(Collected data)

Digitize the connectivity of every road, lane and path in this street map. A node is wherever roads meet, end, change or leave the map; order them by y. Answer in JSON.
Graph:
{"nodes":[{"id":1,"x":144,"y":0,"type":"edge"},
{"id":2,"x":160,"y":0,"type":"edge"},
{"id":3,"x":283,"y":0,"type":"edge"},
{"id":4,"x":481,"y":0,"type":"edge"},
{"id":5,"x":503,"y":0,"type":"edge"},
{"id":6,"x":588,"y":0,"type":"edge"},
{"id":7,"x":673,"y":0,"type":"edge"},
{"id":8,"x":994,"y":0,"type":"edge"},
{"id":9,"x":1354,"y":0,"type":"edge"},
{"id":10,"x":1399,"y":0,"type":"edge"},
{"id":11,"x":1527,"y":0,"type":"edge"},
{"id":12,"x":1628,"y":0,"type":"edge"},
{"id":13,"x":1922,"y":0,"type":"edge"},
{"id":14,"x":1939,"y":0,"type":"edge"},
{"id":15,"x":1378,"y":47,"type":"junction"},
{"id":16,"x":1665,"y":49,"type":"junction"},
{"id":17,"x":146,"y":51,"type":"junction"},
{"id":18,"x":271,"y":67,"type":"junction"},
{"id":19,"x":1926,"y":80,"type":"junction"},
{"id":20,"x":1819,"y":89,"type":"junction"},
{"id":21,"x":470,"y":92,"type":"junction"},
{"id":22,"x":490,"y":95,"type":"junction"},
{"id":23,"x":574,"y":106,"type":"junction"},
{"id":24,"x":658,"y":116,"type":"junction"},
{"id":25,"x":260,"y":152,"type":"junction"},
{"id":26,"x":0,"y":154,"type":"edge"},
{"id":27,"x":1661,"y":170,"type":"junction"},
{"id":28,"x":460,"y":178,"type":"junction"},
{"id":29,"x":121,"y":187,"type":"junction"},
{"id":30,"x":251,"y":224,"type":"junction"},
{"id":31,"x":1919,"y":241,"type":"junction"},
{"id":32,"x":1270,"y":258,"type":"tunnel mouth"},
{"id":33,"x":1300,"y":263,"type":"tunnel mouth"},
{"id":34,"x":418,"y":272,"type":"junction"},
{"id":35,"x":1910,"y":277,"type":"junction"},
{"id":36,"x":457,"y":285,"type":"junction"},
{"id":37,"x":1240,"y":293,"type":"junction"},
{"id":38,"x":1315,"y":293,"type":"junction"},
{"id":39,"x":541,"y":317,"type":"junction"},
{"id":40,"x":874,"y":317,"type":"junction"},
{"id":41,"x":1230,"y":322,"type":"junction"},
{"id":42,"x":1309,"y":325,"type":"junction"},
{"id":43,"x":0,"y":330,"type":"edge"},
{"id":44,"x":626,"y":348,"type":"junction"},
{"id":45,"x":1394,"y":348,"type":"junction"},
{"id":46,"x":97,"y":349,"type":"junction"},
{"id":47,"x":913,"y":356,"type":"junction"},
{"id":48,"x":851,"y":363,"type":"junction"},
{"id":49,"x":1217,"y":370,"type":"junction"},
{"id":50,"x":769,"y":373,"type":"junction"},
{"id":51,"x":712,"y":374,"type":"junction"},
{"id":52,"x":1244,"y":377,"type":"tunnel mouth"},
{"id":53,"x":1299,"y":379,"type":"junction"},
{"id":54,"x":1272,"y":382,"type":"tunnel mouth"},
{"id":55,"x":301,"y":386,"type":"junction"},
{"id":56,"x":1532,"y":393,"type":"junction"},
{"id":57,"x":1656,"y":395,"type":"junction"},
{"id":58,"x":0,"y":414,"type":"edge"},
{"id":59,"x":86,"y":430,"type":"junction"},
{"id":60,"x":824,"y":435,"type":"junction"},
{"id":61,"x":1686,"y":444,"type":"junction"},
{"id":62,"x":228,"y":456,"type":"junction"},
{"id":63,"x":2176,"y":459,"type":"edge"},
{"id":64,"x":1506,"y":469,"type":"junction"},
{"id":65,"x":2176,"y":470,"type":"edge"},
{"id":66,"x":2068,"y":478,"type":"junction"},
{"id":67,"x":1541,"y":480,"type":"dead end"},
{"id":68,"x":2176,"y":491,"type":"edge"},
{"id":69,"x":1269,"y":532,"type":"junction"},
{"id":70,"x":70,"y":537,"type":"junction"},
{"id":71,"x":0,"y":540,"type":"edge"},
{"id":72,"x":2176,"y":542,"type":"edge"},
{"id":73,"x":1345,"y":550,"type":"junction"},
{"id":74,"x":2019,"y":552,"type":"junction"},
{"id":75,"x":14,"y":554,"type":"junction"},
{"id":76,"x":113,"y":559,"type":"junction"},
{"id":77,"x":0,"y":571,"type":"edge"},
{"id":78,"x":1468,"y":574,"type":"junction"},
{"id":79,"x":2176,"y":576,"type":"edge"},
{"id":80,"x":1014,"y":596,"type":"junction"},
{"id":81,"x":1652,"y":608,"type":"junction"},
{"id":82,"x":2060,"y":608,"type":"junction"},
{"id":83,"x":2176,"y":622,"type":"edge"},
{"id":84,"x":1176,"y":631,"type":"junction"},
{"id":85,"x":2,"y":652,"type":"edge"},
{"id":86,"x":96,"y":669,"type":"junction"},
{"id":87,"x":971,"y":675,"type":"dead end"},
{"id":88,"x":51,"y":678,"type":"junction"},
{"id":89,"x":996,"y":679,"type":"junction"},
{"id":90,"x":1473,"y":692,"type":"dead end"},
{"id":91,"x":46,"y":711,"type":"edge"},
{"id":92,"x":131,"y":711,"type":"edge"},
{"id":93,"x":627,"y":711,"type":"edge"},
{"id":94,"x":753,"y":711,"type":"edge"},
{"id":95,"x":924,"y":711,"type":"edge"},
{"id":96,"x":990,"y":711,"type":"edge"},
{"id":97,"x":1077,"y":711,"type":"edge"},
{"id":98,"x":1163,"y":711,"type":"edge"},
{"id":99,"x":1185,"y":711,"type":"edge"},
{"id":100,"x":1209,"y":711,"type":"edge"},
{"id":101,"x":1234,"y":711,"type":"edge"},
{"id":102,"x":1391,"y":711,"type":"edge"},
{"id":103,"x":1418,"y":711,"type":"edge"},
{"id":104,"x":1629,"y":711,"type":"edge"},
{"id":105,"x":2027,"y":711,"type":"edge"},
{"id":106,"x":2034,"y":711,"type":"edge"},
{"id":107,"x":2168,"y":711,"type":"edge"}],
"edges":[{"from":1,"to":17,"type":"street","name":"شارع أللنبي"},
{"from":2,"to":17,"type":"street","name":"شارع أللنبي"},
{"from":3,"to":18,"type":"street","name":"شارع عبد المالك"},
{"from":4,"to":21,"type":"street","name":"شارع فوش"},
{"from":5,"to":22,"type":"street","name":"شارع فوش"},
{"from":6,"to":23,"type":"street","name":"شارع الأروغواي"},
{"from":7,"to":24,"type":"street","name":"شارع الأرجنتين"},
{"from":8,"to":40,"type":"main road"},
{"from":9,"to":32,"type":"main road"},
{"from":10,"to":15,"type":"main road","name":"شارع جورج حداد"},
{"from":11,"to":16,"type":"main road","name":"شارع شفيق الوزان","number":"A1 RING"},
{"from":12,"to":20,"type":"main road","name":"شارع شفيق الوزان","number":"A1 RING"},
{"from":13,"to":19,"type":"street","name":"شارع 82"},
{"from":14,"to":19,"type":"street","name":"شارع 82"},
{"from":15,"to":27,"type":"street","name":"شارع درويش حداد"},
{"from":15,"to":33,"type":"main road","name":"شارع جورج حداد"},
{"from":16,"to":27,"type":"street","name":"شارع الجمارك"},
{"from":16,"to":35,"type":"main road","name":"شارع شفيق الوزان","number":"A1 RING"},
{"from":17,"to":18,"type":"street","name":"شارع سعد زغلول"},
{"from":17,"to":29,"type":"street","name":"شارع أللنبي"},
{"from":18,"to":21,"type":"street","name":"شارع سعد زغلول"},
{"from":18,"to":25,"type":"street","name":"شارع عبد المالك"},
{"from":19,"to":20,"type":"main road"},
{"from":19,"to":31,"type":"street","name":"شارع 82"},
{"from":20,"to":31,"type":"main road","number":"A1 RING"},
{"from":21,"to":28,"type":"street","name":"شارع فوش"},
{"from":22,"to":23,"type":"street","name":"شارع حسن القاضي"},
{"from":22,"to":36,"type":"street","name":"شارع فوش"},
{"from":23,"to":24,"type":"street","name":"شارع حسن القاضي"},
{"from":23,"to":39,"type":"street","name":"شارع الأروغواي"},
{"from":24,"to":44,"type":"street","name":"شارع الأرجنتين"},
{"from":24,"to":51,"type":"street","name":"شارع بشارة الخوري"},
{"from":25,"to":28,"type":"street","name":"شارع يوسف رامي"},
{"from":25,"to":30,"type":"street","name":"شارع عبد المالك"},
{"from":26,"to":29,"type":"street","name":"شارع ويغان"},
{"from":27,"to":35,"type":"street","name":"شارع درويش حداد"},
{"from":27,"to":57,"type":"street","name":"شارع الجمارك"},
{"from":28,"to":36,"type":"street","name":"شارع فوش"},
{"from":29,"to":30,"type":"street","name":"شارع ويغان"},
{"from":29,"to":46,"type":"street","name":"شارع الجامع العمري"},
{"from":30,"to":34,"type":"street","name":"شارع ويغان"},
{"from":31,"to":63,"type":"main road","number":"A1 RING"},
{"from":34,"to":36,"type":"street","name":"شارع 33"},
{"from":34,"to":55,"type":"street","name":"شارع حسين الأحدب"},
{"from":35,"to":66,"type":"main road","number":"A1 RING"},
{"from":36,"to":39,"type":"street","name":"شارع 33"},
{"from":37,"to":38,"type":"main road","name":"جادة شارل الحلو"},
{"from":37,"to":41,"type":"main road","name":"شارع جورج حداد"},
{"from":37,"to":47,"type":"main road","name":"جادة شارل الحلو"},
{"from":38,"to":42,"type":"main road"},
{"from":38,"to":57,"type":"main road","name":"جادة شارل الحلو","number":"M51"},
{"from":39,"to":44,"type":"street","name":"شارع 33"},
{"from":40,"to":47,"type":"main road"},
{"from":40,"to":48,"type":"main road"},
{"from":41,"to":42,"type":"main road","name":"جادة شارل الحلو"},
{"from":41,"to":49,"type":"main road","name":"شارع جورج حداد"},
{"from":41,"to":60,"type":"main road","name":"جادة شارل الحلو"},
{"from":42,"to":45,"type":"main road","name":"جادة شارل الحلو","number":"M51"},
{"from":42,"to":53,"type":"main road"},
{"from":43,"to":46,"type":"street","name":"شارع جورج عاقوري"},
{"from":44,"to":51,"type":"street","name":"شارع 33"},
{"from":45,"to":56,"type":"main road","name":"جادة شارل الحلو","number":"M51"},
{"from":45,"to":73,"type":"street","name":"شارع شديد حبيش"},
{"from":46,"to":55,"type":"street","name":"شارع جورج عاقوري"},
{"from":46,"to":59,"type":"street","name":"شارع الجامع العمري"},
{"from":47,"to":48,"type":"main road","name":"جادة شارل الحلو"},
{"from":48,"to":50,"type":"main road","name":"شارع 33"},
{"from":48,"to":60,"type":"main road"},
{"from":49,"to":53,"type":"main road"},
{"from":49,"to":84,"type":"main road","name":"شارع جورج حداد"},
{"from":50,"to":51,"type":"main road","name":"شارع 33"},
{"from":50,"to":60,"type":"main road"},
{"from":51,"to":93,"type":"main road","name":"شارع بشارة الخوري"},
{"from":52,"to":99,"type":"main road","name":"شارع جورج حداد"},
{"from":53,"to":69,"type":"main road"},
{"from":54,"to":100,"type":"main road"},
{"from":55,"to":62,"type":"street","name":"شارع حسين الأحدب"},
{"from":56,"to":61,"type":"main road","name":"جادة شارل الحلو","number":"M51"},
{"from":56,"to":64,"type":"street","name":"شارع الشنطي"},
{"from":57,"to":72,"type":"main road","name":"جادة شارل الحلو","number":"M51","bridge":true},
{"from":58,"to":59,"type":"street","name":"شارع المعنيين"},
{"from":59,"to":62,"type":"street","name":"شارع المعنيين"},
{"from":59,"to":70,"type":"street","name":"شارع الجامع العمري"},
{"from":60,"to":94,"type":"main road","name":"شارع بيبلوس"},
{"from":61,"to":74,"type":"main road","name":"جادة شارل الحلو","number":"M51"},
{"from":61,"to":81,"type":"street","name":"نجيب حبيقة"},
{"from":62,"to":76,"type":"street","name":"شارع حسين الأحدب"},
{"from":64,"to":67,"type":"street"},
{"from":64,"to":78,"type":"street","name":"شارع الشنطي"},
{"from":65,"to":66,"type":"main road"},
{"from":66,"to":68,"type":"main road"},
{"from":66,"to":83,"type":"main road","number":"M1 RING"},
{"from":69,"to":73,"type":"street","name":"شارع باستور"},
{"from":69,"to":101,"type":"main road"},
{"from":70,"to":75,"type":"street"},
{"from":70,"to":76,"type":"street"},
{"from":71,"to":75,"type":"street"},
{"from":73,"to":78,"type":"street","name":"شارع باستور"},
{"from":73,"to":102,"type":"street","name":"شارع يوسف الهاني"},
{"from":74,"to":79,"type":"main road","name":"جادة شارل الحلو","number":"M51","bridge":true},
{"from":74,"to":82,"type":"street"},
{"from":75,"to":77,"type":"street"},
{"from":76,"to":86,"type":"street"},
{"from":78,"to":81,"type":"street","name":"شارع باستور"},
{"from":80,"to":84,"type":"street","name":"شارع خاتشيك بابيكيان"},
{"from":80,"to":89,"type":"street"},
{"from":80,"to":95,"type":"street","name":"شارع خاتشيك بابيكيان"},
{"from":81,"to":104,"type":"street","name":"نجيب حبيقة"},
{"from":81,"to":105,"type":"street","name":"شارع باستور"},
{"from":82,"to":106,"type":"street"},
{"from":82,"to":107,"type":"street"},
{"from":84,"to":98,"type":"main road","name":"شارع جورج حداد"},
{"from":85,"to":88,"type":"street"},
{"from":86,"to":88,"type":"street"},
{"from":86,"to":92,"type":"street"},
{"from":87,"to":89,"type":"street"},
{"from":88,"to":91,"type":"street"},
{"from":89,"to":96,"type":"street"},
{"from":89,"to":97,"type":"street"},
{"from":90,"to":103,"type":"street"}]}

(Problem description)
Check the records above and copy each line that has the string "المعنيين".

(Task output)
{"from":58,"to":59,"type":"street","name":"شارع المعنيين"},
{"from":59,"to":62,"type":"street","name":"شارع المعنيين"},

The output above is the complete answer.